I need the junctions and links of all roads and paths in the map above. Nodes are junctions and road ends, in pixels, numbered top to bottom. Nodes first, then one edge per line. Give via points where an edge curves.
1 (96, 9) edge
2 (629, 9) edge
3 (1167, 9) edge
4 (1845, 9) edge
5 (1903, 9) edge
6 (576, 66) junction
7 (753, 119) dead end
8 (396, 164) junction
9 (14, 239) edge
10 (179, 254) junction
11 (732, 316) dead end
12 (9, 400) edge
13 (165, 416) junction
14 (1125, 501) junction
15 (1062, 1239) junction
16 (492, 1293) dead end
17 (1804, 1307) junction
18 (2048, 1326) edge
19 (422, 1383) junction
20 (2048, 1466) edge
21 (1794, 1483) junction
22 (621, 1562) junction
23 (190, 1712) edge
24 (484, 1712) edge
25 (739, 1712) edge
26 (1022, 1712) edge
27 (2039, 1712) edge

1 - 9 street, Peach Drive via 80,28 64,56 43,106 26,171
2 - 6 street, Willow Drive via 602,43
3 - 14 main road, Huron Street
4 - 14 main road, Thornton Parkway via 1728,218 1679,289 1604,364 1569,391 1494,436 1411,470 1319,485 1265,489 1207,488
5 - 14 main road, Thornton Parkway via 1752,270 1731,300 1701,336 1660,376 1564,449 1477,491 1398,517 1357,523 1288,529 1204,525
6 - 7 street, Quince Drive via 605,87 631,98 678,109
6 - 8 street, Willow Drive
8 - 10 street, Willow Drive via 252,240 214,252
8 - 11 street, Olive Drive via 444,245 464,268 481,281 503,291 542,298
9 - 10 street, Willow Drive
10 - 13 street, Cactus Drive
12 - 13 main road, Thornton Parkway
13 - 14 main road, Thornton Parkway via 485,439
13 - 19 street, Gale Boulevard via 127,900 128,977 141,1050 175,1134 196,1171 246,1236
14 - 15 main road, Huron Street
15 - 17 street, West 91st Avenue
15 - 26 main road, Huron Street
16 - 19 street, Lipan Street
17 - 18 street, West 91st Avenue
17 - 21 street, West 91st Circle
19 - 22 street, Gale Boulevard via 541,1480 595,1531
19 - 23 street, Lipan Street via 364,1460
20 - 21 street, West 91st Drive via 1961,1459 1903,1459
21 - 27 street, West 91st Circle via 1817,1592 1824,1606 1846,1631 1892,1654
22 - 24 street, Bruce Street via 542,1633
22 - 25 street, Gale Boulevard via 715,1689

* * *

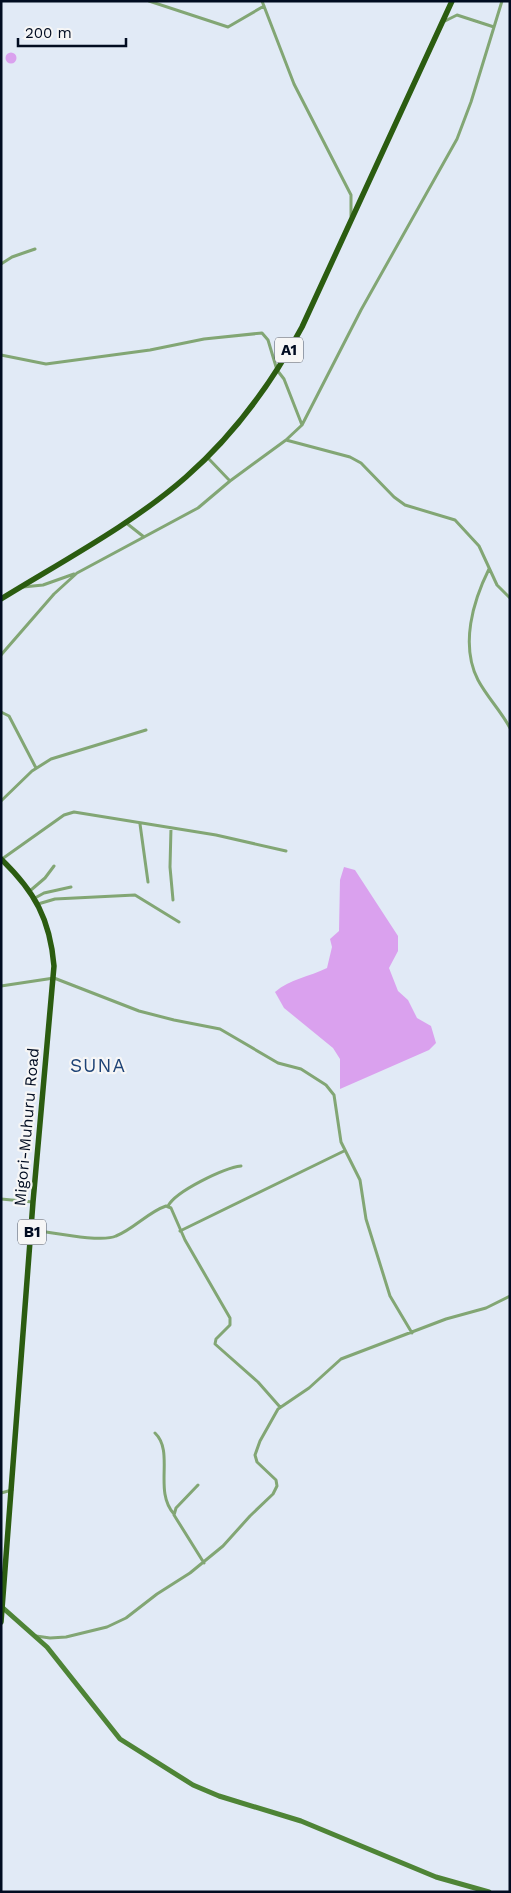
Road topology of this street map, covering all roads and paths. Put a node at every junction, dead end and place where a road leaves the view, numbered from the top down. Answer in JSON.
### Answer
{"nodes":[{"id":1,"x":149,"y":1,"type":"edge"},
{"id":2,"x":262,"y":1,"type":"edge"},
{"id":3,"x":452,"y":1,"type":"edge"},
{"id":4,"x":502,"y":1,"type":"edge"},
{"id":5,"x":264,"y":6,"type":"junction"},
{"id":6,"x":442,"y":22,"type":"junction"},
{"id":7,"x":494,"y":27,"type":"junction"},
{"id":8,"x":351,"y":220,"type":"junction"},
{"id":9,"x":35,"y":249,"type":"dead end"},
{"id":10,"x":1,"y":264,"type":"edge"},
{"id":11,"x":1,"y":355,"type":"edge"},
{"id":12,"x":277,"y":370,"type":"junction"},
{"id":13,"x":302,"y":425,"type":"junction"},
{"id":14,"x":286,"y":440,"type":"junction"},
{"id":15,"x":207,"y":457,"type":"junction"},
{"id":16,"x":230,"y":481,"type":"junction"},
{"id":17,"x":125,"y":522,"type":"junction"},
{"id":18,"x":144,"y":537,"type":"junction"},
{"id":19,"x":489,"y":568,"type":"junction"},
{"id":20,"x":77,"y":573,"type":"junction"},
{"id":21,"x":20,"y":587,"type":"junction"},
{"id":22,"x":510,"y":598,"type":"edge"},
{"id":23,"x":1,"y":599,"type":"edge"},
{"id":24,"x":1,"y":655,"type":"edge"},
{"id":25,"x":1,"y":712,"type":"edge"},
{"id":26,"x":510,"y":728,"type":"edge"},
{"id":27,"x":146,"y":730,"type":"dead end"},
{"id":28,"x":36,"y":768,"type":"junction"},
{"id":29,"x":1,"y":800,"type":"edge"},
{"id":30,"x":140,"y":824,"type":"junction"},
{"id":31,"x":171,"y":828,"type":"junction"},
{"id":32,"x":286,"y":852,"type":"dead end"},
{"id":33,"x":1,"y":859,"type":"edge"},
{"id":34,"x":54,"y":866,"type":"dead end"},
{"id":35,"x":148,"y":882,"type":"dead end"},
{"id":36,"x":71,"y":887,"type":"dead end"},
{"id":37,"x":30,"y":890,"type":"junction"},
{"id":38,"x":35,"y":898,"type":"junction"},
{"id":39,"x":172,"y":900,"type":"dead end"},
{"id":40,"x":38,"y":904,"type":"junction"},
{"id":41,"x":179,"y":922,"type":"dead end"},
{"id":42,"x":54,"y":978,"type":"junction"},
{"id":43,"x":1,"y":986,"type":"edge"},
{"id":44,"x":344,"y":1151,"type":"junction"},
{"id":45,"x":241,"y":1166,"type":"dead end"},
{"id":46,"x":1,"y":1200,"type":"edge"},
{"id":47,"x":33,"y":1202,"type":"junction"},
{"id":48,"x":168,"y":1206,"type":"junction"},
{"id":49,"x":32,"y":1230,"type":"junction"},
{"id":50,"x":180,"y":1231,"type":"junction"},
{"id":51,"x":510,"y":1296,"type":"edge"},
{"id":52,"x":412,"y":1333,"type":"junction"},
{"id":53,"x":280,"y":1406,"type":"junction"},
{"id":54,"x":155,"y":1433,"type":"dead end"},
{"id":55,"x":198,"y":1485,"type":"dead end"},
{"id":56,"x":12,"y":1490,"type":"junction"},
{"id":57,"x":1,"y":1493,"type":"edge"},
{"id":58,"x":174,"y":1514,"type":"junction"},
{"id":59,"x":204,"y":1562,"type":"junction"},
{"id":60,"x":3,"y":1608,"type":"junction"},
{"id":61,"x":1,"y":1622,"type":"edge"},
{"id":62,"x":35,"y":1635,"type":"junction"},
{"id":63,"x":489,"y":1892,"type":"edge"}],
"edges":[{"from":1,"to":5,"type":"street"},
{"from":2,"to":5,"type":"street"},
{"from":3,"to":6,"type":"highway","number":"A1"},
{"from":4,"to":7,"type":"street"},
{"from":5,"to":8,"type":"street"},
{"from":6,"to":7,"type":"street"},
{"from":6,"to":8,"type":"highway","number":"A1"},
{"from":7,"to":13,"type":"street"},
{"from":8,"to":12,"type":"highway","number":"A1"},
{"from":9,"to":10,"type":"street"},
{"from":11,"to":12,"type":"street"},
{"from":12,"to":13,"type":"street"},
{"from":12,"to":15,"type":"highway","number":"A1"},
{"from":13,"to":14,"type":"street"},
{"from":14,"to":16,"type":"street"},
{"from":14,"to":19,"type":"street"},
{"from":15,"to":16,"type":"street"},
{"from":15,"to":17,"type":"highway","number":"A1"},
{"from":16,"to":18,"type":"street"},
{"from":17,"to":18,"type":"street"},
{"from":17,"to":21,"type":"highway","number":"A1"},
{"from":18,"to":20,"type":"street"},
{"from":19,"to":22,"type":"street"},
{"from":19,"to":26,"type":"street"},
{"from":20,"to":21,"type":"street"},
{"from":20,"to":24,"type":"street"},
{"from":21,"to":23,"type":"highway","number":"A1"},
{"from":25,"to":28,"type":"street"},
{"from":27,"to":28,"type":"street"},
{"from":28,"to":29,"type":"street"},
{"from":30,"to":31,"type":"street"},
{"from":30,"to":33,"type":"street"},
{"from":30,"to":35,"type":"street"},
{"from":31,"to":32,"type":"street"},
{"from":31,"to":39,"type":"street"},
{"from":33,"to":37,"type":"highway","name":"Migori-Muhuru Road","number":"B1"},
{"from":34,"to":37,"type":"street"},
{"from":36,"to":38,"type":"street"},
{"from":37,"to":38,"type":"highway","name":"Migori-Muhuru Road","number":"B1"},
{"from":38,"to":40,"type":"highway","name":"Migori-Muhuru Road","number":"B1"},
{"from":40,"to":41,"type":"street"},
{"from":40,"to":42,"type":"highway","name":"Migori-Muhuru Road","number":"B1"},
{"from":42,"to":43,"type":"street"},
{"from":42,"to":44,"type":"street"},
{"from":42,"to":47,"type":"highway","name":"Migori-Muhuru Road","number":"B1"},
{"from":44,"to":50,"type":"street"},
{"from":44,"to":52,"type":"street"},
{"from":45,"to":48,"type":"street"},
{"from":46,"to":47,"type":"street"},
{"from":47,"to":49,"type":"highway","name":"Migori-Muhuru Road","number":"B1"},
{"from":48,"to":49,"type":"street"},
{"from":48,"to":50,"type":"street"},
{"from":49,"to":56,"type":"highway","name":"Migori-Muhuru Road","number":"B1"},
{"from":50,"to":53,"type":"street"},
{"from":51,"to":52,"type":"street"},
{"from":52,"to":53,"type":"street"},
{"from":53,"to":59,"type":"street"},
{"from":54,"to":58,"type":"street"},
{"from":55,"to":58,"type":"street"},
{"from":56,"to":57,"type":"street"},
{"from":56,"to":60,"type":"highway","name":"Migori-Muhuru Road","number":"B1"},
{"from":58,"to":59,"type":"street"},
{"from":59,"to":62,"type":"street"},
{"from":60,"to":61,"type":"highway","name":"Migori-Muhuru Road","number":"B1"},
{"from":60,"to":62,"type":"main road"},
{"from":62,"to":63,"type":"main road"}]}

### YOUR TASK
Copy out each line of the data in which the word "where" appears.

### REPLY TO THE EXERCISE
I need the junctions and links of all roads and paths in the map above. Nodes are junctions and road ends, in pixels, numbered top to bottom. Nodes first, then one edge per line. Give via points where an edge curves.
Road topology of this street map, covering all roads and paths. Put a node at every junction, dead end and place where a road leaves the view, numbered from the top down. Answer in JSON.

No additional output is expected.